This application claims priority to U.S. Provisional Patent Application No. 63/230,474 filed Aug. 6, 2021 and U.S. Provisional Patent Application No. 63/252,375 filed Oct. 5, 2021, which are incorporated by reference herein in their entireties.
TECHNICAL FIELDThe present disclosure relates generally to neural networks and more specifically to machine learning systems and contrastive self-supervised learning (SSL) with model augmentation.
BACKGROUNDThe sequential recommendation in machine learning aims at predicting future items in sequences, where one crucial part is to characterize item relationships in sequences. Traditional sequence modeling in machine learning may be used to verify the superiority of transform, e.g., the self-attention mechanism, in revealing item correlations in sequences.
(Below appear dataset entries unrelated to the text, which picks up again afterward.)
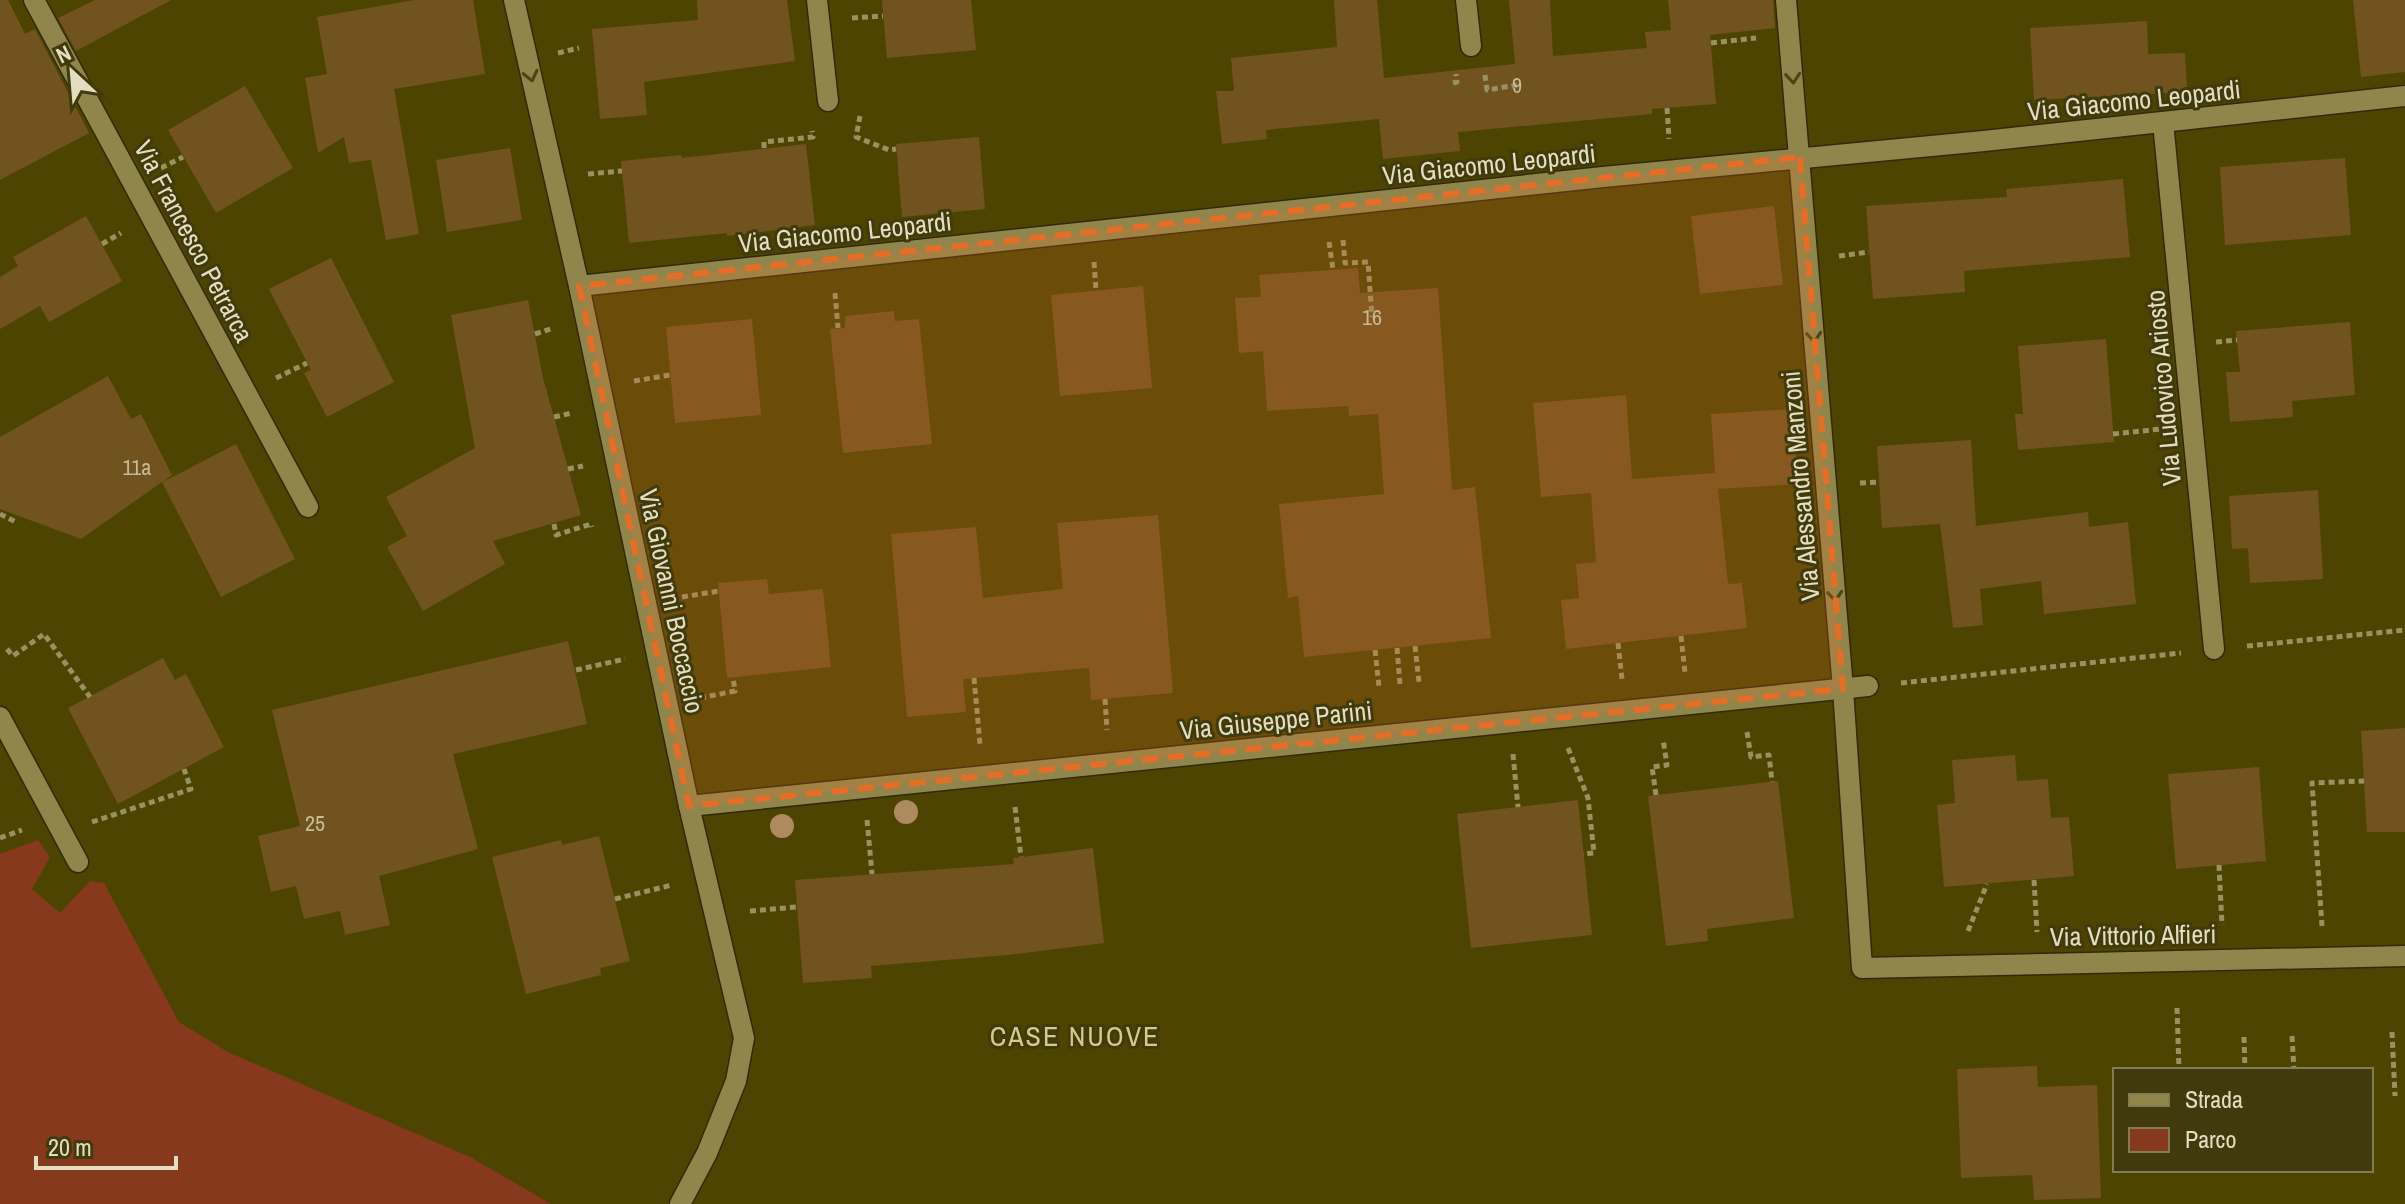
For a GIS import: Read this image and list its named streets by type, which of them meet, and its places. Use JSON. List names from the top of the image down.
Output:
{
  "streets": {
    "street": [
      "Via Giacomo Leopardi",
      "Via Francesco Petrarca",
      "Via Ludovico Ariosto",
      "Via Alessandro Manzoni",
      "Via Giovanni Boccaccio",
      "Via Giuseppe Parini",
      "Via Vittorio Alfieri"
    ]
  },
  "crossings": [
    ["Via Giacomo Leopardi", "Via Ludovico Ariosto"],
    ["Via Giacomo Leopardi", "Via Alessandro Manzoni"],
    ["Via Giacomo Leopardi", "Via Giovanni Boccaccio"],
    ["Via Alessandro Manzoni", "Via Giuseppe Parini"],
    ["Via Alessandro Manzoni", "Via Vittorio Alfieri"],
    ["Via Giovanni Boccaccio", "Via Giuseppe Parini"]
  ],
  "one_way": ["Via Alessandro Manzoni"],
  "districts": ["CASE NUOVE"],
  "house_numbers": [
    "9",
    "16",
    "11a",
    "25"
  ],
  "legend": ["Strada", "Parco"],
  "scale_bar": "20 m",
  "north": "top left"
}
For example, a transformer may be used to infer the sequence embedding at specified positions by weighted aggregation of item embeddings, where the weights are learned via self-attention.
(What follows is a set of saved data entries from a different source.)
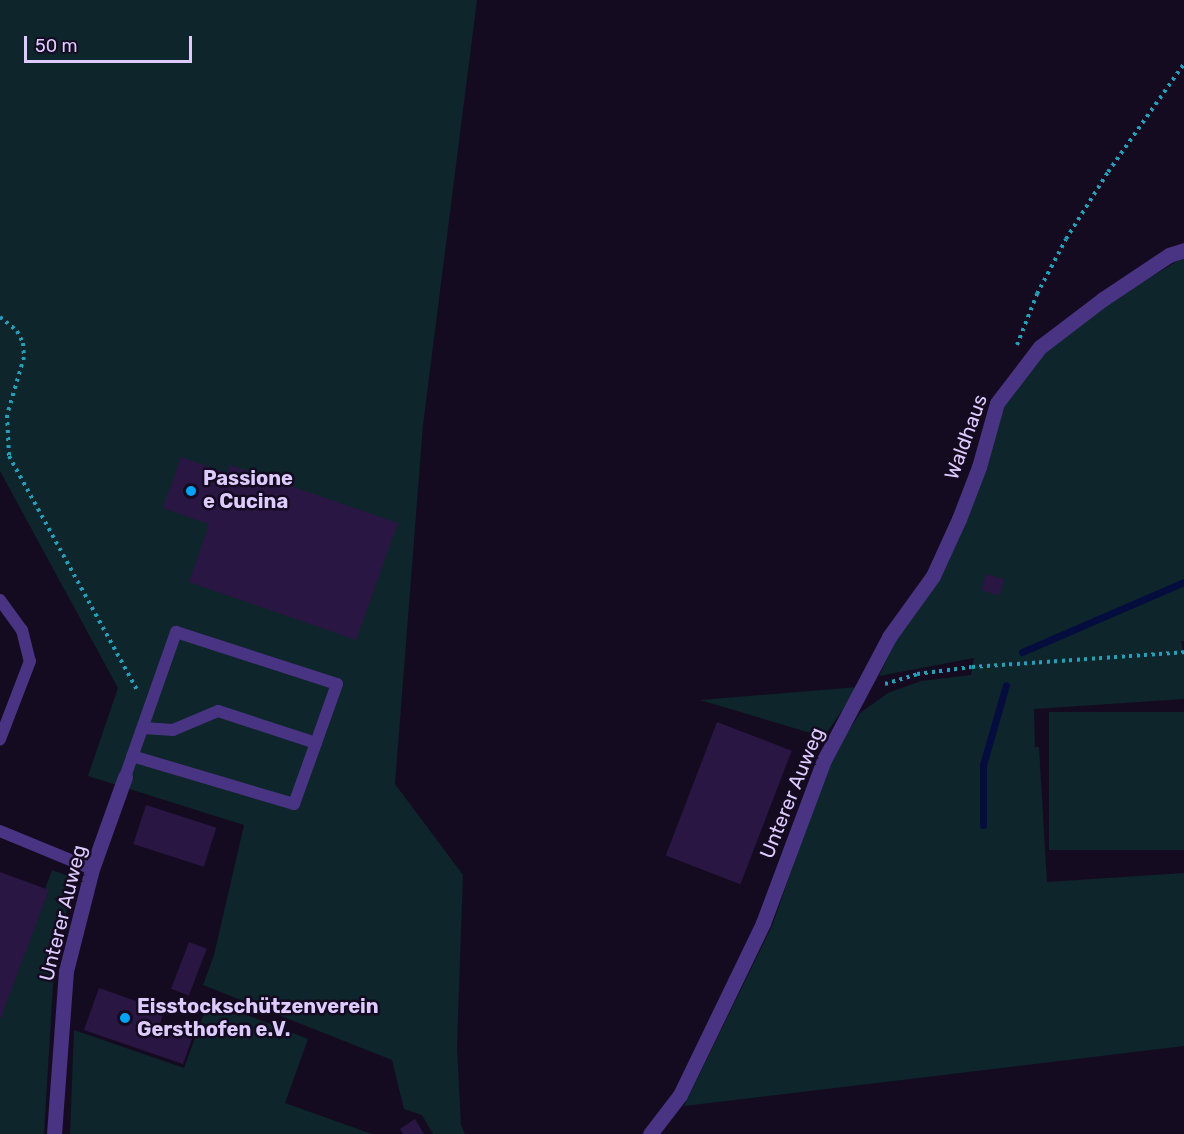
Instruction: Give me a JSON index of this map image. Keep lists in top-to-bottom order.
{
  "streets": {
    "street": ["Waldhaus", "Unterer Auweg"]
  },
  "crossings": [
    ["Waldhaus", "Unterer Auweg"]
  ],
  "places": ["Passione e Cucina", "Eisstockschützenverein Gersthofen e.V."],
  "scale_bar": "50 m"
}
However, the data sparsity issue and noise in sequences undermine the performance of a neural network model (also referred to as model) in sequential recommendation. The former hinders performance due to insufficient training, since the complex structure of a sequential model requires a dense corpus to be adequately trained. The later also impedes the recommendation ability of a model because noisy item sequences are unable to reveal actual item correlations.
Accordingly, it would be advantageous to develop systems and methods for improved sequential recommendation.
In the figures, elements having the same designations have the same or similar functions.
DETAILED DESCRIPTIONAs used herein, the term “network” may comprise any hardware or software-based framework that includes any artificial intelligence network or system, neural network or system and/or any training or learning models implemented thereon or therewith.
As used herein, the term “module” may comprise hardware or software-based framework that performs one or more functions. In some embodiments, the module may be implemented on one or more neural networks.
Memory 120 may be used to store software executed by computing device 100 and/or one or more data structures used during operation of computing device 100. Memory 120 may include one or more types of machine readable media. Some common forms of machine readable media may include floppy disk, flexible disk, hard disk, magnetic tape, any other magnetic medium, CD-ROM, any other optical medium, punch cards, paper tape, any other physical medium with patterns of holes, RAM, PROM, EPROM, FLASH-EPROM, any other memory chip or cartridge, and/or any other medium from which a processor or computer is adapted to read.
Processor 110 and/or memory 120 may be arranged in any suitable physical arrangement. In some embodiments, processor 110 and/or memory 120 may be implemented on a same board, in a same package (e.g., system-in-package), on a same chip (e.g., system-on-chip), and/or the like. In some embodiments, processor 110 and/or memory 120 may include distributed, virtualized, and/or containerized computing resources. Consistent with such embodiments, processor 110 and/or memory 120 may be located in one or more data centers and/or cloud computing facilities.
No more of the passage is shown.